*** Opening of Data for processing ***
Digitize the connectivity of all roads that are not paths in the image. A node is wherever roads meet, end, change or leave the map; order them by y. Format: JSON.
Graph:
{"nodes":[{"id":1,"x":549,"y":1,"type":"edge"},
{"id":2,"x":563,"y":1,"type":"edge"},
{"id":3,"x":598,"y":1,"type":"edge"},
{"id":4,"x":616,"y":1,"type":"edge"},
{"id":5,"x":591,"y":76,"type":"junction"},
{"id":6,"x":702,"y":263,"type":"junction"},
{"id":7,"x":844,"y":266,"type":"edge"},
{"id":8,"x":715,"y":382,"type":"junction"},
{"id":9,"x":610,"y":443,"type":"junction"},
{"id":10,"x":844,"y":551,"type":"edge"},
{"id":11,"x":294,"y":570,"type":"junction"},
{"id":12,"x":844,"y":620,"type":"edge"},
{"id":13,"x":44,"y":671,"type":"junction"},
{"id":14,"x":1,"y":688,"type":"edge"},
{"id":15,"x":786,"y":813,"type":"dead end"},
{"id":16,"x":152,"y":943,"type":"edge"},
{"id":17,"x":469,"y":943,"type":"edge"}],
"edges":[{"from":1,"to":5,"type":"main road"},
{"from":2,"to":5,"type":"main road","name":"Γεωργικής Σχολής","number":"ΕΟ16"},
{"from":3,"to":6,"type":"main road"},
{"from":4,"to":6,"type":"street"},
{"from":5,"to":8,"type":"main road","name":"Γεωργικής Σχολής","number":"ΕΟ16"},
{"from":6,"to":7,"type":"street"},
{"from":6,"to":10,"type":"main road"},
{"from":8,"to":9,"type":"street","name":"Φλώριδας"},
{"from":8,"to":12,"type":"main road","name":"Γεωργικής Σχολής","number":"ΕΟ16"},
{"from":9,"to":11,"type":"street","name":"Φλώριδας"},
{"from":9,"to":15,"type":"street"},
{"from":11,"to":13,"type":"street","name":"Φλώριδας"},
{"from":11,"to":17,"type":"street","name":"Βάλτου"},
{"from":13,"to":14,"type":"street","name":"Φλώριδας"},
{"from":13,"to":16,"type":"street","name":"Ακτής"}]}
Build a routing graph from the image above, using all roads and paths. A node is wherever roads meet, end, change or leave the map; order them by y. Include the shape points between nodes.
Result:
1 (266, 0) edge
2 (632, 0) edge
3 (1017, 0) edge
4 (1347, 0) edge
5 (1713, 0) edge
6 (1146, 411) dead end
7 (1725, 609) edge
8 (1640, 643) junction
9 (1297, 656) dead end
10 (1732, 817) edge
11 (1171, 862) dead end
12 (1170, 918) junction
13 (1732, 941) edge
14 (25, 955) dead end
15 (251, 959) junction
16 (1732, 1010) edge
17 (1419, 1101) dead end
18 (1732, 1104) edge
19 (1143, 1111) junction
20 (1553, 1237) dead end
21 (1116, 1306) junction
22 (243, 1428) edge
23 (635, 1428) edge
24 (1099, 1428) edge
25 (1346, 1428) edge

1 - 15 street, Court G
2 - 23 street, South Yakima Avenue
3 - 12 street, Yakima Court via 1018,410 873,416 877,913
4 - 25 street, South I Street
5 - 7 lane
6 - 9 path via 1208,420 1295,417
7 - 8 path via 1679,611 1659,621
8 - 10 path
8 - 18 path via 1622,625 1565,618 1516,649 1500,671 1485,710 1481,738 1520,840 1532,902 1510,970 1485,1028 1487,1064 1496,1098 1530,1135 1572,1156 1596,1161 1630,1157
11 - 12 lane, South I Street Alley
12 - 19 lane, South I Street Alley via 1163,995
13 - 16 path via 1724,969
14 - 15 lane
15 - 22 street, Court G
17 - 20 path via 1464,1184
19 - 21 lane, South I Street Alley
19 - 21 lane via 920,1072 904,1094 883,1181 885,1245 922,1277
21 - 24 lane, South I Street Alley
*** Close of Data for processing ***
#### Description of the task
Give every entry once more, exactly as it reads.

#### Written reply
Digitize the connectivity of all roads that are not paths in the image. A node is wherever roads meet, end, change or leave the map; order them by y. Format: JSON.
Graph:
{"nodes":[{"id":1,"x":549,"y":1,"type":"edge"},
{"id":2,"x":563,"y":1,"type":"edge"},
{"id":3,"x":598,"y":1,"type":"edge"},
{"id":4,"x":616,"y":1,"type":"edge"},
{"id":5,"x":591,"y":76,"type":"junction"},
{"id":6,"x":702,"y":263,"type":"junction"},
{"id":7,"x":844,"y":266,"type":"edge"},
{"id":8,"x":715,"y":382,"type":"junction"},
{"id":9,"x":610,"y":443,"type":"junction"},
{"id":10,"x":844,"y":551,"type":"edge"},
{"id":11,"x":294,"y":570,"type":"junction"},
{"id":12,"x":844,"y":620,"type":"edge"},
{"id":13,"x":44,"y":671,"type":"junction"},
{"id":14,"x":1,"y":688,"type":"edge"},
{"id":15,"x":786,"y":813,"type":"dead end"},
{"id":16,"x":152,"y":943,"type":"edge"},
{"id":17,"x":469,"y":943,"type":"edge"}],
"edges":[{"from":1,"to":5,"type":"main road"},
{"from":2,"to":5,"type":"main road","name":"Γεωργικής Σχολής","number":"ΕΟ16"},
{"from":3,"to":6,"type":"main road"},
{"from":4,"to":6,"type":"street"},
{"from":5,"to":8,"type":"main road","name":"Γεωργικής Σχολής","number":"ΕΟ16"},
{"from":6,"to":7,"type":"street"},
{"from":6,"to":10,"type":"main road"},
{"from":8,"to":9,"type":"street","name":"Φλώριδας"},
{"from":8,"to":12,"type":"main road","name":"Γεωργικής Σχολής","number":"ΕΟ16"},
{"from":9,"to":11,"type":"street","name":"Φλώριδας"},
{"from":9,"to":15,"type":"street"},
{"from":11,"to":13,"type":"street","name":"Φλώριδας"},
{"from":11,"to":17,"type":"street","name":"Βάλτου"},
{"from":13,"to":14,"type":"street","name":"Φλώριδας"},
{"from":13,"to":16,"type":"street","name":"Ακτής"}]}
Build a routing graph from the image above, using all roads and paths. A node is wherever roads meet, end, change or leave the map; order them by y. Include the shape points between nodes.
Result:
1 (266, 0) edge
2 (632, 0) edge
3 (1017, 0) edge
4 (1347, 0) edge
5 (1713, 0) edge
6 (1146, 411) dead end
7 (1725, 609) edge
8 (1640, 643) junction
9 (1297, 656) dead end
10 (1732, 817) edge
11 (1171, 862) dead end
12 (1170, 918) junction
13 (1732, 941) edge
14 (25, 955) dead end
15 (251, 959) junction
16 (1732, 1010) edge
17 (1419, 1101) dead end
18 (1732, 1104) edge
19 (1143, 1111) junction
20 (1553, 1237) dead end
21 (1116, 1306) junction
22 (243, 1428) edge
23 (635, 1428) edge
24 (1099, 1428) edge
25 (1346, 1428) edge

1 - 15 street, Court G
2 - 23 street, South Yakima Avenue
3 - 12 street, Yakima Court via 1018,410 873,416 877,913
4 - 25 street, South I Street
5 - 7 lane
6 - 9 path via 1208,420 1295,417
7 - 8 path via 1679,611 1659,621
8 - 10 path
8 - 18 path via 1622,625 1565,618 1516,649 1500,671 1485,710 1481,738 1520,840 1532,902 1510,970 1485,1028 1487,1064 1496,1098 1530,1135 1572,1156 1596,1161 1630,1157
11 - 12 lane, South I Street Alley
12 - 19 lane, South I Street Alley via 1163,995
13 - 16 path via 1724,969
14 - 15 lane
15 - 22 street, Court G
17 - 20 path via 1464,1184
19 - 21 lane, South I Street Alley
19 - 21 lane via 920,1072 904,1094 883,1181 885,1245 922,1277
21 - 24 lane, South I Street Alley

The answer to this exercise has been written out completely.